Corriger des copies, ce n'est pas un petit exercice de génétique comme celui-ci, même en java. (Pour trouver les réponses, il faut prendre les chromosomes un à un avec la souris et faire les paires) (niveau 3ème). (Pour s'entraîner avant, on peut faire celui-là d'abord)
Ça ne vaut pas les taquins ou autres jeux de Philippe de Jonckheere, mais c'est pas mal quand même.
Ça me fait penser que je n'ai pas fini le site que je prépare pour mes élèves avec des exercices sur Internet qui peuvent leur plaire... et leur être utile aussi.
(Oui oui, il y a des enseignants qui font des trucs très bien aussi sur Internet... et dans toutes les disciplines d'ailleurs.

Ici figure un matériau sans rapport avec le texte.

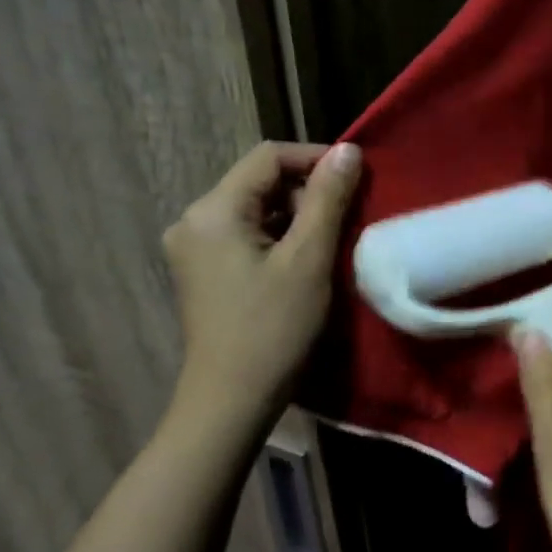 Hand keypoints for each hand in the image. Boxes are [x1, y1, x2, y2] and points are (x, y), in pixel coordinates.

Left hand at [162, 141, 360, 433]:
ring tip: (332, 242)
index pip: (268, 158)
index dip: (316, 159)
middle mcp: (193, 220)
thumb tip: (349, 150)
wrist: (231, 401)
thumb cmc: (273, 328)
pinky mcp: (202, 271)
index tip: (357, 178)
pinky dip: (279, 239)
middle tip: (348, 219)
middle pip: (259, 183)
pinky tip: (304, 262)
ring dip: (297, 217)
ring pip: (255, 210)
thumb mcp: (308, 259)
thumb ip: (328, 199)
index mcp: (212, 211)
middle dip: (307, 193)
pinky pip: (246, 236)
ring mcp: (194, 248) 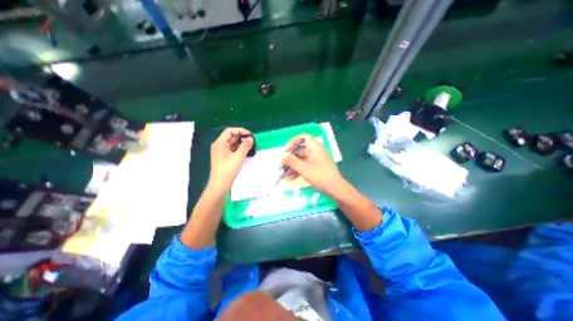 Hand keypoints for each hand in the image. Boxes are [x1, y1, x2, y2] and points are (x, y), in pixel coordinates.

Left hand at [210, 128, 253, 192]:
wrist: (220, 184)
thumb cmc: (228, 170)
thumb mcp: (238, 157)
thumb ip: (245, 146)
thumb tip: (251, 138)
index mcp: (220, 143)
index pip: (230, 131)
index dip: (240, 131)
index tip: (250, 135)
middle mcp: (219, 146)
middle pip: (231, 136)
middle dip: (241, 137)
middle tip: (252, 140)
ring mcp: (222, 152)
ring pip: (232, 143)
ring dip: (241, 143)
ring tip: (251, 145)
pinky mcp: (225, 157)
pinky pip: (232, 149)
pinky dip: (239, 148)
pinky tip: (246, 151)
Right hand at [282, 134, 343, 194]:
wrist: (335, 188)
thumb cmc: (320, 176)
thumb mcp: (303, 168)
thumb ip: (292, 161)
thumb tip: (283, 155)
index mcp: (314, 146)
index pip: (301, 138)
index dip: (292, 143)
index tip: (285, 152)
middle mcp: (314, 150)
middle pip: (299, 150)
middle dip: (289, 159)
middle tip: (281, 166)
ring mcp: (315, 159)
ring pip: (300, 159)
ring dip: (292, 166)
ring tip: (284, 174)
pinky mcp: (315, 166)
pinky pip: (304, 165)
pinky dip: (297, 169)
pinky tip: (290, 177)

Je dis ça pour ceux de mes collègues qui critiquent encore Internet et qui n'y consultent que le catalogue de la CAMIF, "le choix du vrai"...).

4ème approche :
Il y a ce message sur mon vieux répondeur téléphonique, où le son grésille tellement que je ne comprends pas le mail qu'on me donne. (S'il vous plaît écrivez-moi à jcb@jcbourdais.net).
Il y a aussi ce mail qui me fait découvrir une page d'un blog qui met un lien sur mon travail (un lien, un bonhomme) sur ce que je fais, ce qui fait toujours plaisir.
Il y a aussi ce mail redirigé par François...
Cela réactive une question consciente depuis que je fais ce journal, plus exactement depuis que je le mets en ligne.
Pourquoi mettre en ligne, au fur et à mesure, pourquoi aussi lire la page des autres ?
Quelles sont les motivations, les attentes, conscientes ou non, de part et d'autre ?
Que se passe t-il entre l'auteur et le lecteur ?
Quelle est la part commune ?
Je commence à connaître mes réponses. Quoiqu'elles soient, je suis sûr qu'il se passe "quelque chose", ou mieux : que passe quelque chose.
Et puis aussi tout ce que l'on reçoit, que je prends toujours comme un cadeau.
Comme du pain et de l'eau chaque jour dans ma cellule.